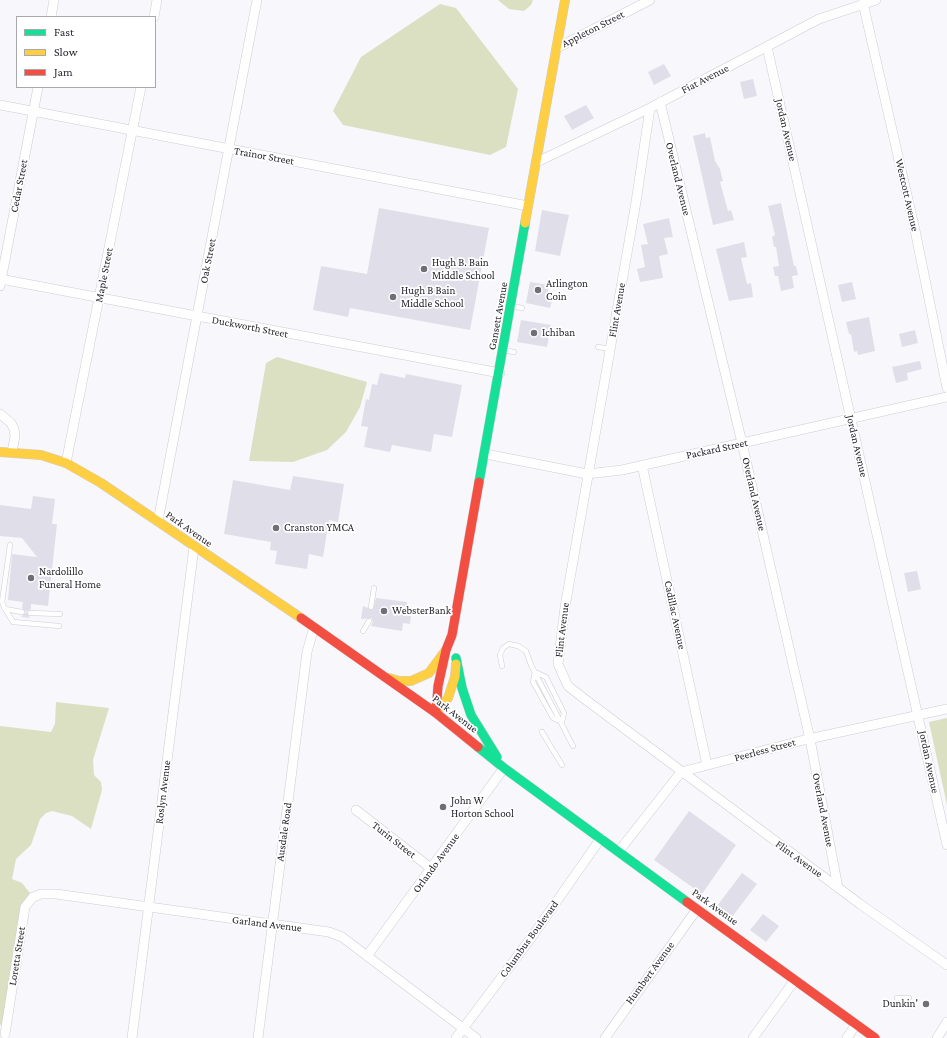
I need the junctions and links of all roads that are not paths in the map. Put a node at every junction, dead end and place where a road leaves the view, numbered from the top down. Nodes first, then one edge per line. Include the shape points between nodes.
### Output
1 (54, 0) edge
2 (156, 0) edge
3 (257, 0) edge
4 (565, 0) edge
5 (650, 0) edge
6 (876, 0) edge
7 (863, 3) junction
8 (51, 16) edge
9 (154, 16) edge
10 (767, 47) junction
11 (557, 48) junction
12 (38, 88) edge
13 (141, 88) edge
14 (660, 102) junction
15 (0, 105) edge
16 (650, 108) junction
17 (33, 112) junction
18 (133, 129) junction
19 (230, 149) junction
20 (537, 162) junction
21 (528, 206) junction
22 (0, 281) edge
23 (100, 298) junction
24 (512, 306) junction
25 (522, 308) dead end
26 (198, 317) junction
27 (598, 347) dead end
28 (610, 349) junction
29 (504, 350) junction
30 (514, 352) dead end
31 (500, 373) junction
32 (947, 388) edge
33 (947, 397) edge
34 (0, 414) edge
35 (851, 419) junction
36 (742, 443) junction
37 (0, 452) edge
38 (12, 452) junction
39 (486, 454) junction
40 (66, 463) junction
41 (642, 465) junction
42 (587, 474) junction
43 (158, 521) junction
44 (10, 545) dead end
45 (194, 547) junction
46 (374, 588) dead end
47 (371, 607) dead end
48 (6, 609) junction
49 (22, 612) dead end
50 (30, 613) dead end
51 (60, 614) dead end
52 (369, 621) dead end
53 (59, 626) dead end
54 (314, 627) junction
55 (363, 631) dead end
56 (452, 636) junction
57 (446, 650) junction
58 (456, 658) junction
59 (502, 666) dead end
60 (382, 675) junction
61 (947, 708) edge
62 (436, 713) junction
63 (919, 715) junction
64 (542, 732) dead end
65 (810, 739) junction
66 (573, 746) dead end
67 (562, 765) dead end
68 (707, 765) junction
69 (504, 768) junction
70 (681, 772) junction
71 (356, 810) dead end
72 (601, 838) junction
73 (947, 845) edge
74 (619, 852) junction
75 (432, 869) junction
76 (838, 888) junction
77 (28, 902) joint
78 (148, 908) junction
79 (697, 909) junction
80 (273, 925) junction
81 (367, 956) junction
82 (947, 965) edge
83 (795, 980) junction
84 (897, 998) dead end
85 (909, 998) dead end
86 (947, 1022) edge
87 (856, 1024) junction
88 (463, 1028) junction
89 (5, 1034) dead end
90 (132, 1038) edge
91 (258, 1038) edge
92 (456, 1038) edge
93 (476, 1038) edge
94 (605, 1038) edge
95 (753, 1038) edge
96 (848, 1038) edge
97 (875, 1038) edge
98 (937, 1038) edge

1 - 8 street
2 - 9 street
3 - 19 street, Oak Street
4 - 11 main road, Gansett Avenue
5 - 11 street, Appleton Street
6 - 7 street, Fiat Avenue
7 - 10 street, Fiat Avenue via 819,19
7 - 32 street, Westcott Avenue via 915,230
10 - 14 street, Fiat Avenue
10 - 35 street, Jordan Avenue
11 - 20 main road, Gansett Avenue
12 - 17 street, Cedar Street
13 - 18 street, Maple Street
14 - 16 street, Fiat Avenue
14 - 36 street, Overland Avenue
15 - 17 street, Trainor Street
16 - 20 street, Fiat Avenue
16 - 28 street, Flint Avenue
17 - 18 street, Trainor Street
17 - 22 street, Cedar Street
18 - 19 street, Trainor Street
18 - 23 street, Maple Street
19 - 21 street, Trainor Street
19 - 26 street, Oak Street
20 - 21 main road, Gansett Avenue
21 - 24 main road, Gansett Avenue
22 - 23 street, Duckworth Street
23 - 26 street, Duckworth Street
23 - 40 street, Maple Street
24 - 25 lane
24 - 29 main road, Gansett Avenue
26 - 31 street, Duckworth Street
26 - 43 street, Oak Street
27 - 28 lane
28 - 42 street, Flint Avenue
29 - 30 lane
29 - 31 main road, Gansett Avenue
31 - 39 main road, Gansett Avenue
33 - 35 street, Packard Street
34 - 38 street via 14,429 16,436
35 - 36 street, Packard Street
35 - 63 street, Jordan Avenue
36 - 41 street, Packard Street
36 - 65 street, Overland Avenue
37 - 38 main road, Park Avenue
38 - 40 main road, Park Avenue via 41,455
39 - 42 street, Packard Street
39 - 56 main road, Gansett Avenue
40 - 43 main road, Park Avenue
41 - 42 street, Packard Street
41 - 68 street, Cadillac Avenue
42 - 70 street, Flint Avenue via 558,664 568,686
43 - 45 main road, Park Avenue
44 - 48 lane via 2,602
45 - 54 main road, Park Avenue
45 - 78 street, Roslyn Avenue
46 - 47 lane
48 - 49 lane
48 - 53 lane via 13,622
50 - 51 lane
52 - 55 lane
54 - 60 main road, Park Avenue
54 - 80 street, Ausdale Road via 307,652
56 - 57 main road, Gansett Avenue
56 - 58 main road, Gansett Avenue
57 - 60 main road via 429,673 422,677 411,681 399,681
57 - 62 main road, Gansett Avenue via 438,686
58 - 62 main road, Gansett Avenue via 448,698
58 - 69 main road via 471,715
59 - 66 lane via 500,655 503,648 509,644 526,651
60 - 62 main road, Park Avenue
61 - 63 street, Peerless Street
62 - 69 main road, Park Avenue
63 - 65 street, Peerless Street
63 - 73 street, Jordan Avenue
64 - 67 lane
65 - 68 street, Peerless Street
65 - 76 street, Overland Avenue
68 - 70 street, Peerless Street
69 - 72 main road, Park Avenue
69 - 75 street, Orlando Avenue
70 - 74 street
70 - 76 street, Flint Avenue
71 - 75 street, Turin Street
72 - 74 main road, Park Avenue
72 - 88 street, Columbus Boulevard via 531,938
74 - 79 main road, Park Avenue
75 - 81 street, Orlando Avenue
76 - 82 street, Flint Avenue
77 - 78 street, Garland Avenue via 41,894 56,894
77 - 89 street, Loretta Street via 23,914
78 - 80 street, Garland Avenue
78 - 90 street, Roslyn Avenue
79 - 83 main road, Park Avenue
79 - 94 street, Humbert Avenue
80 - 81 street, Garland Avenue via 329,932 342,937
80 - 91 street, Ausdale Road
81 - 88 street, Garland Avenue
83 - 87 main road, Park Avenue
83 - 95 street
84 - 85 lane
86 - 98 street
87 - 96 street
87 - 97 main road, Park Avenue
88 - 92 street, Columbus Boulevard
88 - 93 street, Garland Avenue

────────────────────

## What you have to do
Given the data above, which lines hold the string "Maple"? Return them.

## Answer to this problem
13 - 18 street, Maple Street
18 - 23 street, Maple Street
23 - 40 street, Maple Street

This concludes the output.